C’est ainsi que j’ai vu la chose : je savais que je ne pourrais pas reprendre mon ancien travail, et qu’à 46 ans, les choix qui s’offraient à moi étaient limités, mais j’ai décidé de ne pas me décourager.

Les 3 prochains mois jusqu'à Noël étaient remplis de décisions d’affaires et de paperasse – vendre mon entreprise, remplir des formulaires d’assurance avec l’aide de mon épouse, et toutes sortes d’activités du temps des Fêtes. Je n’ai pas vraiment eu la chance de réfléchir aux effets de ma cécité future.

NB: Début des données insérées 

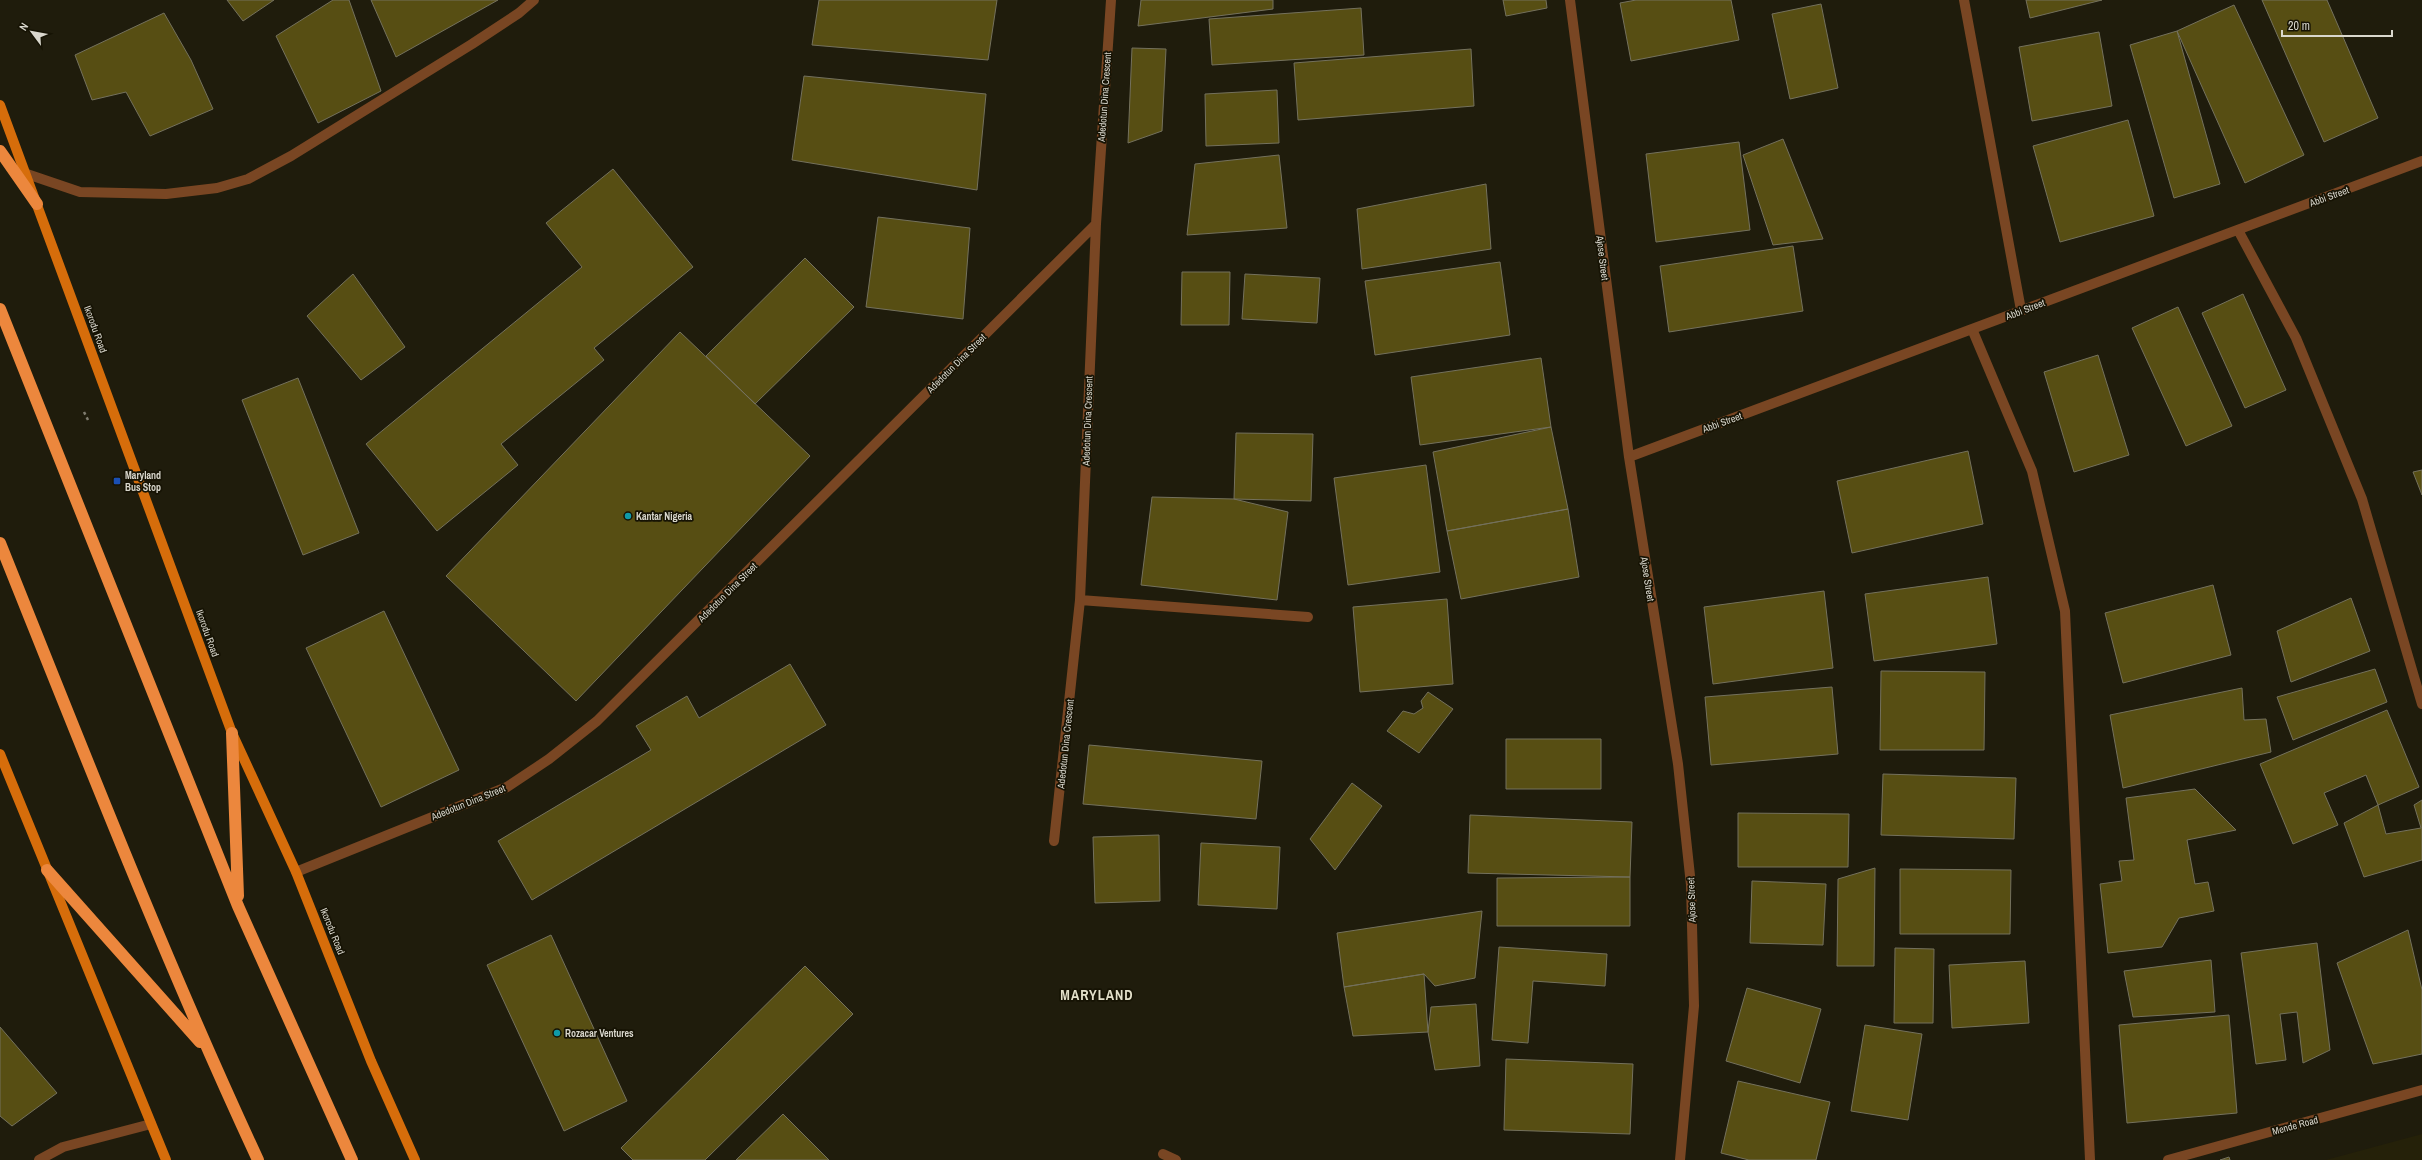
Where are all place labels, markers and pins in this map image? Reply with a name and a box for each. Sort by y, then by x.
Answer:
place label: Maryland Bus Stop [125,469,161,494]
marker: Maryland Bus Stop [112,476,122,486]
place label: Kantar Nigeria [636,510,692,523]
marker: Kantar Nigeria [623,511,633,521]
place label: Rozacar Ventures [565,1027,634,1040]
marker: Rozacar Ventures [552,1028,562,1038]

Lorsque je suis devenu aveugle, j’étais rendu à un stade de vie auquel aspirent bien des gens de la classe moyenne – l’hypothèque était payée, j’avais un camion, mon épouse avait une voiture, et nous avions commencé à mettre un peu d’argent de côté pour la retraite. Mais tout cela devait maintenant changer.

J’avais l’impression d’avoir tout perdu – mon estime de soi, mon autonomie, mon amour-propre, mon sentiment d’être utile. Je me sentais bien seul. Auparavant, c’était vers moi que les gens se tournaient pour demander des conseils, qu’il s’agissait de problèmes financiers ou de chômage, et même pour demander des conseils matrimoniaux. Je ne savais plus qui j’étais ! Au début, je pensais pouvoir bien gérer la situation, mais je n’avais pas compris à quel point ce serait difficile. Lors de ma première réunion de soutien par les pairs, on nous a demandé de dire notre nom et de parler un peu de nous-mêmes. Je ne pouvais même pas prononcer mon nom. J’ai pleuré. Je n’arrivais pas à dire quoi que ce soit.

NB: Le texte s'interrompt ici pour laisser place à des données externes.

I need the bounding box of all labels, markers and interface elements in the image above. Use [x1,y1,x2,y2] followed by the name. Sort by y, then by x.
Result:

Trois ans après avoir perdu ma vue, j’ai décidé que je ne pouvais plus attendre que quelqu’un vienne à ma rescousse. Je me suis inscris à un camp pour les adultes aveugles qui devait avoir lieu au mois d’août. Je voulais simplement parler à quelqu’un d’autre ayant perdu la vue, juste pour voir ce qui m’attendait.

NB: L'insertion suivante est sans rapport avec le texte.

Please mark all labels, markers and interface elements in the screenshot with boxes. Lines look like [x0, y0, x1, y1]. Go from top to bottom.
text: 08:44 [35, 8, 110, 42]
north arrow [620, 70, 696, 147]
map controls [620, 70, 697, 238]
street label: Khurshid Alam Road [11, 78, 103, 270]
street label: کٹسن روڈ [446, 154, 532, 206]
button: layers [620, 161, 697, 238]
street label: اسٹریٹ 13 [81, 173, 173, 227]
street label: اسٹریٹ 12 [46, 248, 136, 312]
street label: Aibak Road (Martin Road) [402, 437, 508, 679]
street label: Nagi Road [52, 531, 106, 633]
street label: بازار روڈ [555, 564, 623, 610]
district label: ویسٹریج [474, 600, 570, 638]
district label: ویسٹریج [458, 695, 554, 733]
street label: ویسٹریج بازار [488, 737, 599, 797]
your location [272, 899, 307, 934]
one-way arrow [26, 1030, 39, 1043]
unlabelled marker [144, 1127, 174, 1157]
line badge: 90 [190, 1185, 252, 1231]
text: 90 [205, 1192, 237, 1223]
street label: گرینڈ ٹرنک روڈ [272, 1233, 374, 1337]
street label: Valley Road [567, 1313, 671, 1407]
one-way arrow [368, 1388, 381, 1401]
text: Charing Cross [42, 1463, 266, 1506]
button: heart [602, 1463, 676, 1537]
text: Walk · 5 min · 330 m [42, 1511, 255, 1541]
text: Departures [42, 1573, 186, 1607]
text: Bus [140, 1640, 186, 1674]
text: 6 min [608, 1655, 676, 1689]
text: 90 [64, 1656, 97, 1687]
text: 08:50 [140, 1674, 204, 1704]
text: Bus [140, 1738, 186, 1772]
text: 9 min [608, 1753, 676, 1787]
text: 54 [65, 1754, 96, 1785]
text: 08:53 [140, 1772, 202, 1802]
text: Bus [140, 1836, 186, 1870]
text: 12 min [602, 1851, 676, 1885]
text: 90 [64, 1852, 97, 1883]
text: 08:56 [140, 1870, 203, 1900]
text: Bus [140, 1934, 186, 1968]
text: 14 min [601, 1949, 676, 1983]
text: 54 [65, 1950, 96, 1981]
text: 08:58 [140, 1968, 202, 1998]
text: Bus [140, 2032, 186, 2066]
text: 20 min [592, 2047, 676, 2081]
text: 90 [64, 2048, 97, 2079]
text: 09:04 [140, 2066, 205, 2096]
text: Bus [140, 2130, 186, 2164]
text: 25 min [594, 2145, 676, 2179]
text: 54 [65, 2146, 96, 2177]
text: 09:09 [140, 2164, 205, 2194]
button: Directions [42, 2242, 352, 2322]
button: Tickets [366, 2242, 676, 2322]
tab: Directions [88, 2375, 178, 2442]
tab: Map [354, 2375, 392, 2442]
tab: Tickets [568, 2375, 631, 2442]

Pendant cette semaine, j’ai fait toutes sortes de nouveaux amis, des gens qui demeurent jusqu’aujourd’hui de bons amis. J’ai participé à de nombreux différents événements sociaux et sportifs, et je me sentais bien pour la première fois depuis longtemps.

Peu après mon arrivée, j’ai reçu un courriel m’invitant à participer à un camp d’entraînement de triathlon à Muskoka pour les athlètes ayant une déficience visuelle. Même sans avoir fait de triathlon, et sans aucune expérience sportive, j’ai décidé de tenter ma chance. J’ai demandé à un ami que j’avais rencontré au camp pour les aveugles d’y aller aussi, et il a accepté. Nous sommes donc allés ensemble. On nous a donné un programme d’entraînement à suivre pendant l’hiver, pour nous préparer pour notre premier triathlon à Muskoka en juillet. J’aime bien dire que cette opportunité était le début du prochain stade de ma vie. J’ai continué à participer au triathlon. Notre équipe nationale d’athlètes, tous aveugles ou ayant une déficience visuelle, s’appelle « Won with One » (Tous pour un) Nous continuons à nous appuyer les uns les autres et grâce au programme, j’ai pu visiter des endroits comme la ville de New York, où je ne serais probablement jamais allé autrement. En plus de mes courses de triathlon, je participe maintenant à la défense des droits et intérêts des personnes ayant déficiences visuelles. Je peux maintenant me qualifier de président, vice-président, membre du conseil, membre de plusieurs comités, conférencier, et d’abord et avant tout, mentor pour mes pairs.